## Assigned task
Below is a set of records; reproduce them exactly without their pictures.

## Excerpted data
§ §

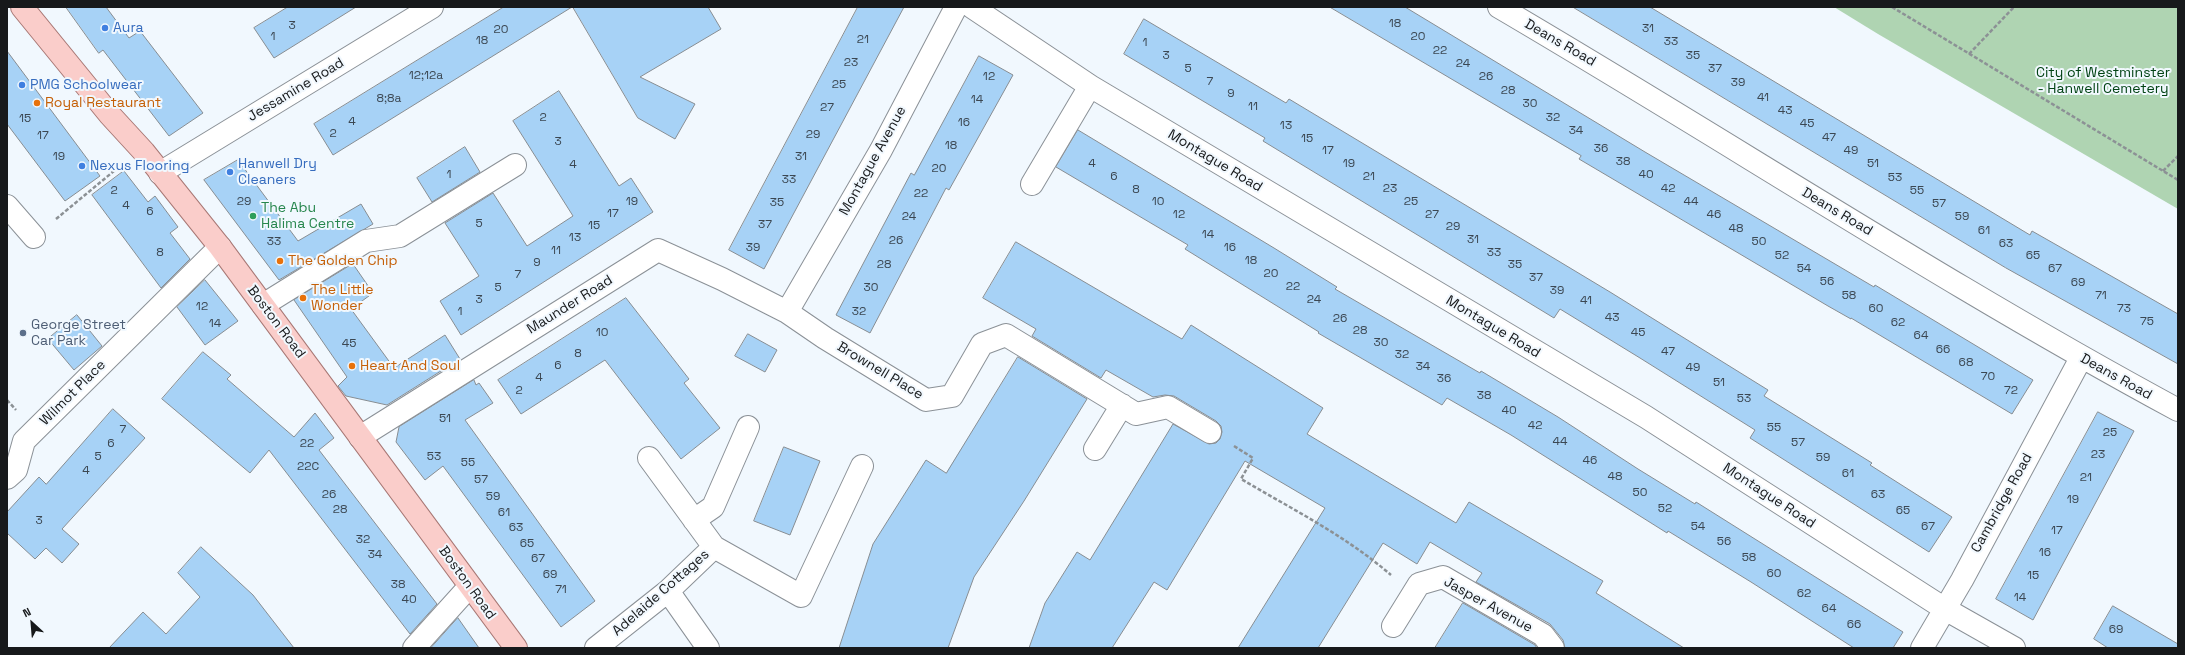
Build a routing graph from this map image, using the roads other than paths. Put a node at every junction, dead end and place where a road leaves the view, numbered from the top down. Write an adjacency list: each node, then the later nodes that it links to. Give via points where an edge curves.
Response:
1 (22, 7): 8 (main road, Boston Road)
2 (432, 7): 8 (street, Jessamine Road)
3 (956, 7): 14 (street, Montague Avenue, via 881,150)
4 (972, 7): 6 (street, Montague Road)
5 (1499, 7): 15 (street, Deans Road, via 1628,82 1811,197)
6 (1090, 86): 9 (street); 29 (street, Montague Road, via 1646,417)
7 (515, 165): 13 (street, via 400,236 366,241)
8 (160, 173): 12 (main road, Boston Road)
9 (1032, 184)
10 (7, 206): 11 (street)
11 (34, 238)
12 (220, 247): 13 (main road, Boston Road); 24 (street, Wilmot Place, via 24,441 16,470)
13 (263, 305): 20 (main road, Boston Road)
14 (786, 312): 16 (street, Brownell Place, via 926,400 952,396 982,344 1006,335); 20 (street, Maunder Road, via 658,250)
15 (2081, 358): 17 (street, Deans Road); 29 (street, Cambridge Road)
16 (1122, 405): 19 (street, Brownell Place, via 1136,414 1168,406); 21 (street)
17 (2178, 410)
18 (748, 427): 25 (street, via 713,507)
19 (1210, 432)
20 (360, 437): 27 (main road, Boston Road)
21 (1096, 449)
22 (649, 458): 25 (street, Adelaide Cottages)
23 (862, 466): 26 (street, via 801,596)
24 (7, 478)
25 (694, 520): 26 (street, Adelaide Cottages)
26 (714, 547): 28 (street, Adelaide Cottages)
27 (469, 587): 31 (street); 32 (main road, Boston Road)
28 (668, 591): 33 (street, Adelaide Cottages); 34 (street)
29 (1945, 608): 36 (street, Cambridge Road); 37 (street, Montague Road)
30 (1393, 626): 35 (street, Jasper Avenue, via 1419,584 1443,577 1543,635)
31 (414, 648)
32 (516, 648)
33 (596, 648)
34 (708, 648)
35 (1553, 648)
36 (1922, 648)
37 (2014, 648)

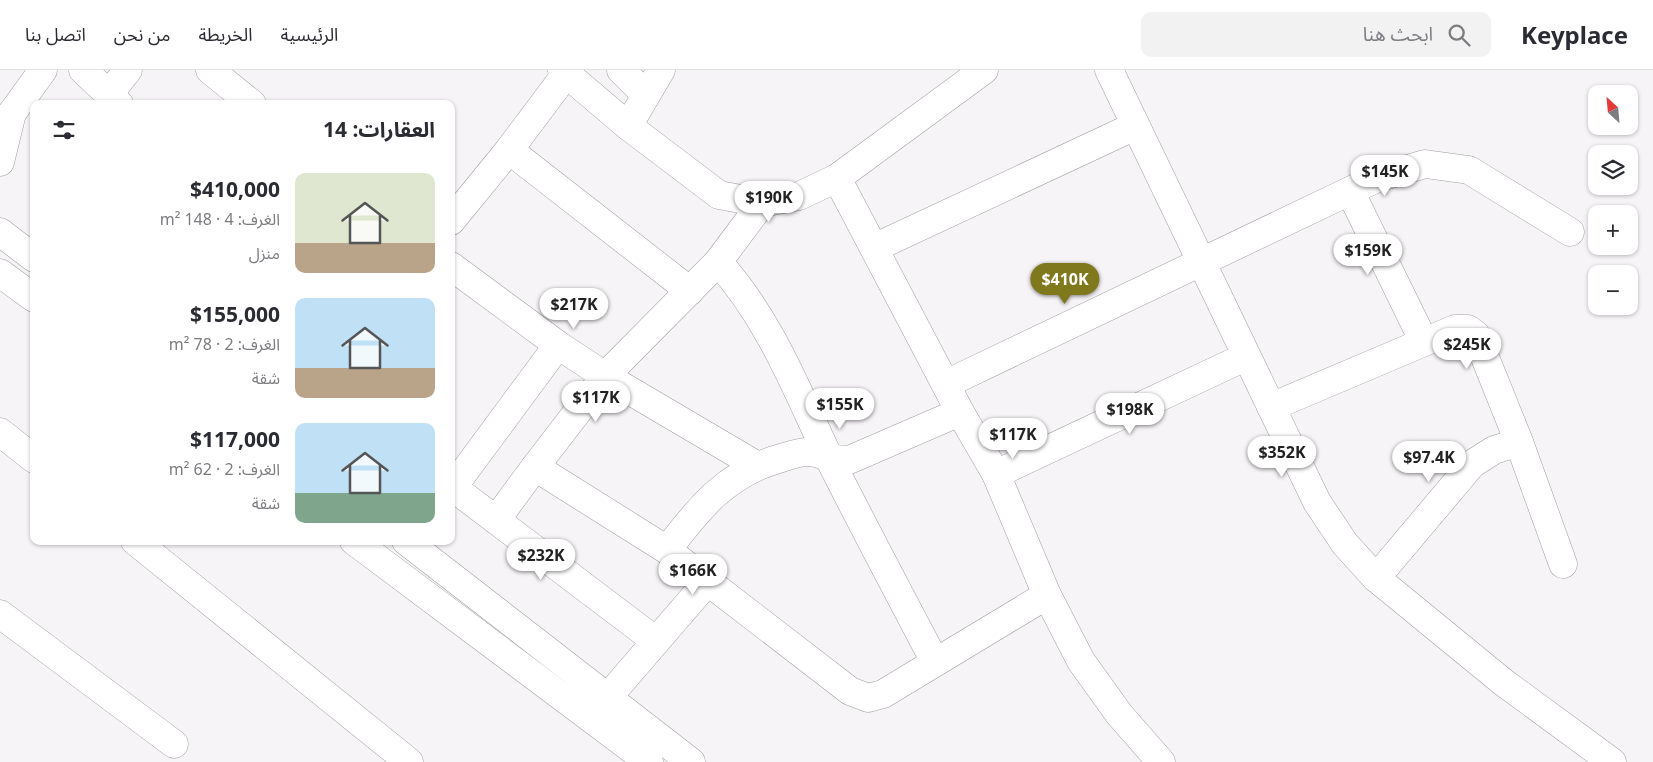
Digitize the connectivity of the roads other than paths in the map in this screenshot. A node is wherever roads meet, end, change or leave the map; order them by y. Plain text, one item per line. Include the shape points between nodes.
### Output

§ §

## Exercise output
Build a routing graph from this map image, using the roads other than paths. Put a node at every junction, dead end and place where a road leaves the view, numbered from the top down. Write an adjacency list: each node, then the later nodes that it links to. Give via points where an edge curves.
Response:
1 (22, 7): 8 (main road, Boston Road)
2 (432, 7): 8 (street, Jessamine Road)
3 (956, 7): 14 (street, Montague Avenue, via 881,150)
4 (972, 7): 6 (street, Montague Road)
5 (1499, 7): 15 (street, Deans Road, via 1628,82 1811,197)
6 (1090, 86): 9 (street); 29 (street, Montague Road, via 1646,417)
7 (515, 165): 13 (street, via 400,236 366,241)
8 (160, 173): 12 (main road, Boston Road)
9 (1032, 184)
10 (7, 206): 11 (street)
11 (34, 238)
12 (220, 247): 13 (main road, Boston Road); 24 (street, Wilmot Place, via 24,441 16,470)
13 (263, 305): 20 (main road, Boston Road)
14 (786, 312): 16 (street, Brownell Place, via 926,400 952,396 982,344 1006,335); 20 (street, Maunder Road, via 658,250)
15 (2081, 358): 17 (street, Deans Road); 29 (street, Cambridge Road)
16 (1122, 405): 19 (street, Brownell Place, via 1136,414 1168,406); 21 (street)
17 (2178, 410)
18 (748, 427): 25 (street, via 713,507)
19 (1210, 432)
20 (360, 437): 27 (main road, Boston Road)
21 (1096, 449)
22 (649, 458): 25 (street, Adelaide Cottages)
23 (862, 466): 26 (street, via 801,596)
24 (7, 478)
25 (694, 520): 26 (street, Adelaide Cottages)
26 (714, 547): 28 (street, Adelaide Cottages)
27 (469, 587): 31 (street); 32 (main road, Boston Road)
28 (668, 591): 33 (street, Adelaide Cottages); 34 (street)
29 (1945, 608): 36 (street, Cambridge Road); 37 (street, Montague Road)
30 (1393, 626): 35 (street, Jasper Avenue, via 1419,584 1443,577 1543,635)
31 (414, 648)
32 (516, 648)
33 (596, 648)
34 (708, 648)
35 (1553, 648)
36 (1922, 648)
37 (2014, 648)

Digitize the connectivity of the roads other than paths in the map in this screenshot. A node is wherever roads meet, end, change or leave the map; order them by y. Plain text, one item per line. Include the shape points between nodes.
### Output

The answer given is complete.